■ What to work on ■
Your answer should be a single number: how many lines of the material below contain "nodes".

■ Record extracts ■
#####

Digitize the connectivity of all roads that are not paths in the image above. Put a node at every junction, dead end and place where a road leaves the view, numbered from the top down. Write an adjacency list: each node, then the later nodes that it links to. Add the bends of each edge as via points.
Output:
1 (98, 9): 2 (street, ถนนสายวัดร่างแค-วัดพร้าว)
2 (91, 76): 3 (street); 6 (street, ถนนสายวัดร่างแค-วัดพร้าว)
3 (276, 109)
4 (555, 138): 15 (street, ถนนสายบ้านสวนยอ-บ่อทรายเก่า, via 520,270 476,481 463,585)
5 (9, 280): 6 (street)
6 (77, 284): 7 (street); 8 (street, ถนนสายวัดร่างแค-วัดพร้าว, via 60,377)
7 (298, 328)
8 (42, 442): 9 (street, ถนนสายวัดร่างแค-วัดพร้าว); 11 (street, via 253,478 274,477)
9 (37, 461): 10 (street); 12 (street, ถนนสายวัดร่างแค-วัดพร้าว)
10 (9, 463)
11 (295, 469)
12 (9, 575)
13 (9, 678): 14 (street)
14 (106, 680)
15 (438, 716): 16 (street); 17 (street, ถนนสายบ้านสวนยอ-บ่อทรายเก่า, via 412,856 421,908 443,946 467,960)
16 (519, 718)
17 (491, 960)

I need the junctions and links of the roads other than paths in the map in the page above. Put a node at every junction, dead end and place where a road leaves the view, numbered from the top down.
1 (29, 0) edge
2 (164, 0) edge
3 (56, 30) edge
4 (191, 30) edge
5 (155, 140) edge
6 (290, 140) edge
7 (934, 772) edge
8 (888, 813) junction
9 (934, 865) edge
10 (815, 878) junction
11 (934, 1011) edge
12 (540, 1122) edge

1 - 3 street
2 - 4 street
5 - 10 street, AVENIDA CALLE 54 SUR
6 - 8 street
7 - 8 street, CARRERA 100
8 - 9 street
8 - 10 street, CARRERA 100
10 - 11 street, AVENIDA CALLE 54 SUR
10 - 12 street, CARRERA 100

#####

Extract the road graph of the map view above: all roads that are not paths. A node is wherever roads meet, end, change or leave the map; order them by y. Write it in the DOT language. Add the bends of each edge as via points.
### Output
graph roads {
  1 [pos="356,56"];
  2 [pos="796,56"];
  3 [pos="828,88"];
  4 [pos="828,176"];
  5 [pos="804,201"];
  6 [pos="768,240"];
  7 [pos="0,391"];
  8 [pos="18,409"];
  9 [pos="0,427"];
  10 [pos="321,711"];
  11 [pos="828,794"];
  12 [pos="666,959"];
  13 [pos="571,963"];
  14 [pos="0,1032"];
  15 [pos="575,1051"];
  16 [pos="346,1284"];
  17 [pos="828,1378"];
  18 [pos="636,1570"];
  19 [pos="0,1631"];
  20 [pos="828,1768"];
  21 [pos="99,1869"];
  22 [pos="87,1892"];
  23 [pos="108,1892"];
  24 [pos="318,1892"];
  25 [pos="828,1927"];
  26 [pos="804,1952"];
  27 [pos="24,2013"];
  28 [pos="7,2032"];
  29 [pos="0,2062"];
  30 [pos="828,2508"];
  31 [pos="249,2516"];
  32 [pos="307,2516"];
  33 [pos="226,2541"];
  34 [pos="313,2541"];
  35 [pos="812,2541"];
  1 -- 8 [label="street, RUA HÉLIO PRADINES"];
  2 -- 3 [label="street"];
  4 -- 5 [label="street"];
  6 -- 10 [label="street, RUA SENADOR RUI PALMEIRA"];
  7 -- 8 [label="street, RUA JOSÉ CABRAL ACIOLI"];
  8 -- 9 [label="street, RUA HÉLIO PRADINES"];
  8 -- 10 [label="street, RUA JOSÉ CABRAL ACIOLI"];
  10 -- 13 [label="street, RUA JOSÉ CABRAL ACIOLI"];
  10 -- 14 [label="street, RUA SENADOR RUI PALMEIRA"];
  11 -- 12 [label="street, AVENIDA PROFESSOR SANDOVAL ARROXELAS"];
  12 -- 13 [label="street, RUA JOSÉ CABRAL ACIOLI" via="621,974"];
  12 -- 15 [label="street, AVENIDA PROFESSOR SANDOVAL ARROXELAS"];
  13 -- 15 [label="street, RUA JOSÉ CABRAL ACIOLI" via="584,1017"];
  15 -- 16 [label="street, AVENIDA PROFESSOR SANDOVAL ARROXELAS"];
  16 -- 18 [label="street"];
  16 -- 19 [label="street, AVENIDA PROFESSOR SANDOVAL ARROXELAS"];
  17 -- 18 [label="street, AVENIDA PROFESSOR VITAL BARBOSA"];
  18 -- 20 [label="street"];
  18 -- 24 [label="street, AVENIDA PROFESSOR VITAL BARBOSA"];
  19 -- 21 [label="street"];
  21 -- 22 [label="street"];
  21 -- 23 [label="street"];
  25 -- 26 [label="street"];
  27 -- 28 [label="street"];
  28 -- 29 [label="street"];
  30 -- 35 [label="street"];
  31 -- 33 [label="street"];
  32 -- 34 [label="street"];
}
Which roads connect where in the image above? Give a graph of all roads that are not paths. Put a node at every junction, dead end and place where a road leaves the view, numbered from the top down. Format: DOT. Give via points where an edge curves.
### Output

#####

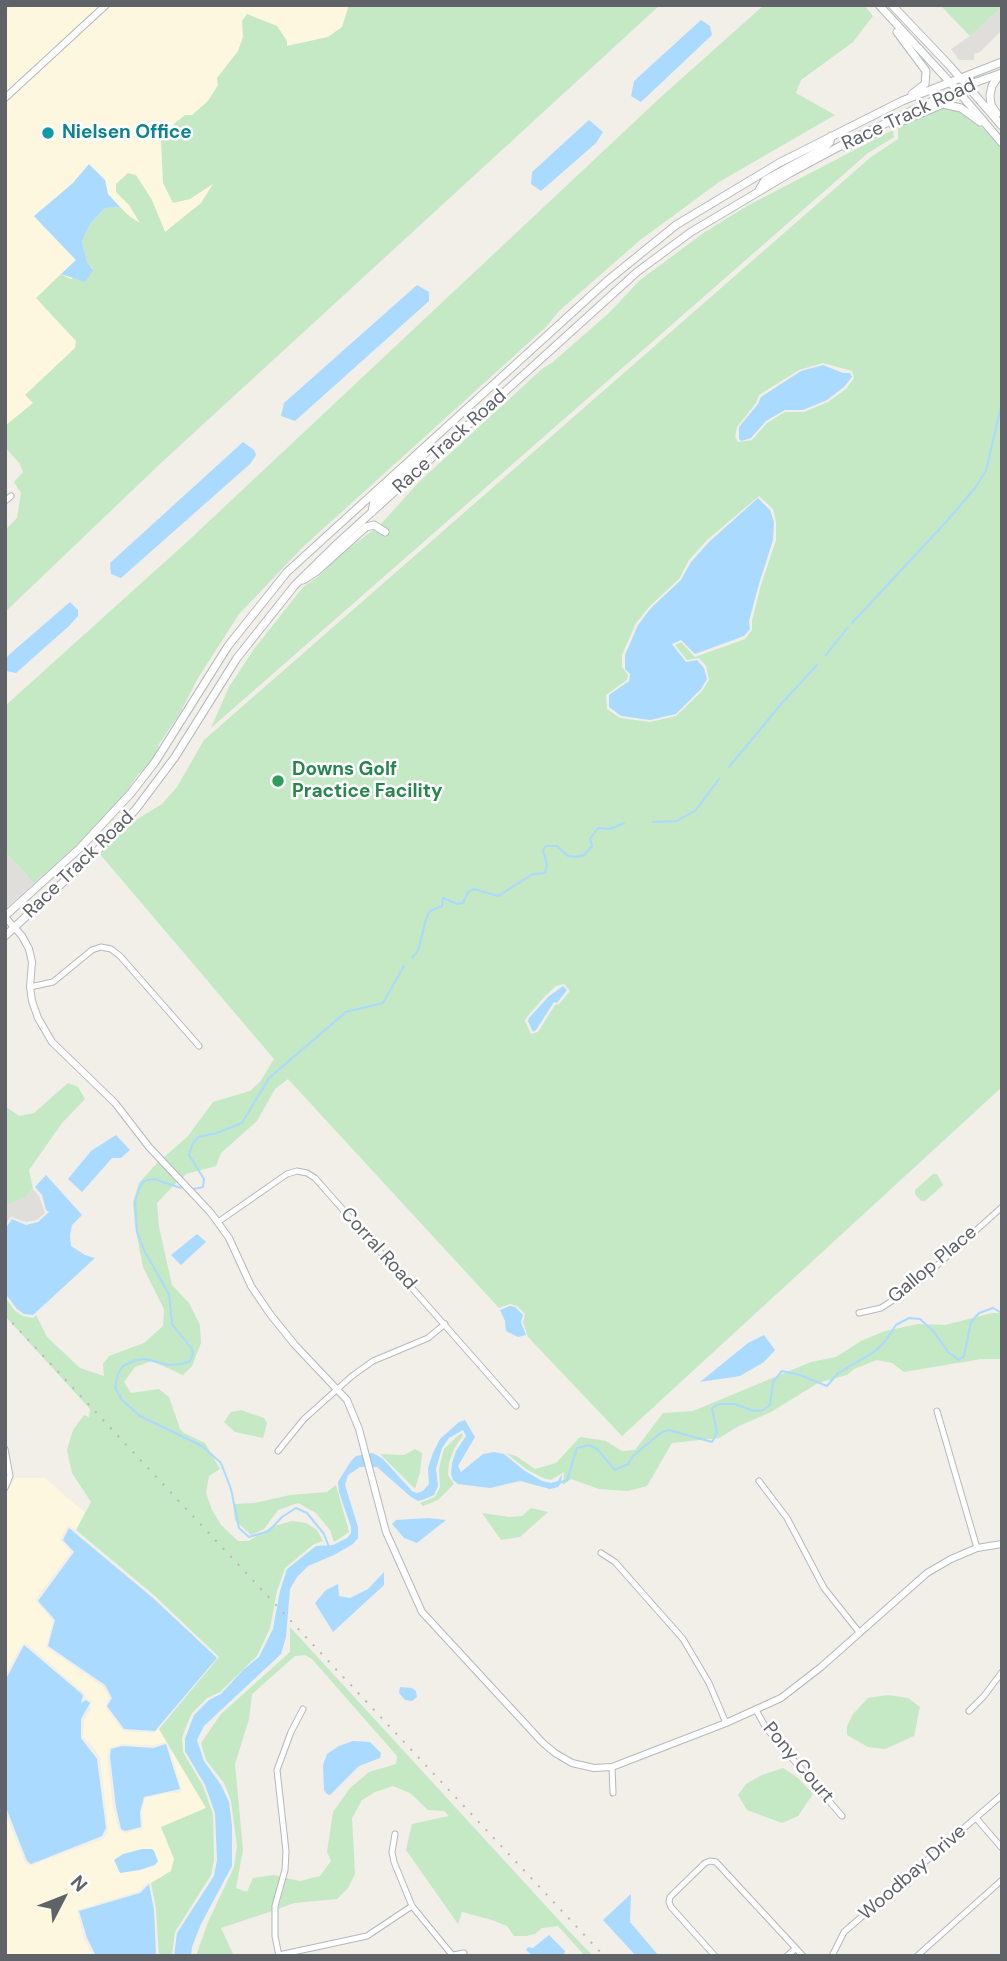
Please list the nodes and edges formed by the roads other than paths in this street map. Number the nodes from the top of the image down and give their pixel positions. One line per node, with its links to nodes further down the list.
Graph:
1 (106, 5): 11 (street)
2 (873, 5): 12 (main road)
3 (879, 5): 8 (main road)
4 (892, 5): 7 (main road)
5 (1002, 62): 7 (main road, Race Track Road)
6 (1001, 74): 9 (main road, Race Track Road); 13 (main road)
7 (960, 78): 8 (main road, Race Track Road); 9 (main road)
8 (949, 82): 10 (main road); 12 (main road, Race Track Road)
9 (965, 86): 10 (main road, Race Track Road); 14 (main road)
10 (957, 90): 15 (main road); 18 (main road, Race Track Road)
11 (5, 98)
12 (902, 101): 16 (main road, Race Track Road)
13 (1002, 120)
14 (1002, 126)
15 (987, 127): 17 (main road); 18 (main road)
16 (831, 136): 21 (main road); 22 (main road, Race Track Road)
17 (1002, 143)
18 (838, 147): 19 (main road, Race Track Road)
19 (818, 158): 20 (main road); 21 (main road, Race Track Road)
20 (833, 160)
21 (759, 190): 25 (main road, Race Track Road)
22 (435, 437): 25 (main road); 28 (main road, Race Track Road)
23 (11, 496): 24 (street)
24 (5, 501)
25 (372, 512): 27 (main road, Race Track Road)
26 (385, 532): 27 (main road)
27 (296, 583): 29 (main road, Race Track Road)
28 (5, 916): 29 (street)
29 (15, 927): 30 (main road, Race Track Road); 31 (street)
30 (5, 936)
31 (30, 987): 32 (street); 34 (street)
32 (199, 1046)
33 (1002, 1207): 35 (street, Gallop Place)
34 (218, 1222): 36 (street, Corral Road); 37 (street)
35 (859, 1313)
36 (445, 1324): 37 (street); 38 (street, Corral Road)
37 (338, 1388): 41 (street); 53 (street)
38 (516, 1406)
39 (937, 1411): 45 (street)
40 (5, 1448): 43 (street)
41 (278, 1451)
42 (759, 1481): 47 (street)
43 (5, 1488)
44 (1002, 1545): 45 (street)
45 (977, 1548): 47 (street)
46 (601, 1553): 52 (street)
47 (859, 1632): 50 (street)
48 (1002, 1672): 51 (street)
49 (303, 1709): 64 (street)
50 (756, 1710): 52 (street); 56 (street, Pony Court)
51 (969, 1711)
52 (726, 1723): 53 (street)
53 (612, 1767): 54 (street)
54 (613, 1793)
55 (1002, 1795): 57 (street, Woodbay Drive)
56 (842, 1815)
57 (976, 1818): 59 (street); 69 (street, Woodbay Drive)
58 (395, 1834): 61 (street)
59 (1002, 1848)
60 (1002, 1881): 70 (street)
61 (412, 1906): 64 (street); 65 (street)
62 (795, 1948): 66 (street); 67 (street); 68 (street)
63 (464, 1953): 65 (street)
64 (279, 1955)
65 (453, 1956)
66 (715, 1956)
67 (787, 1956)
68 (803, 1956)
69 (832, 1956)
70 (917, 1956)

#####

■ Output of the exercise ■
2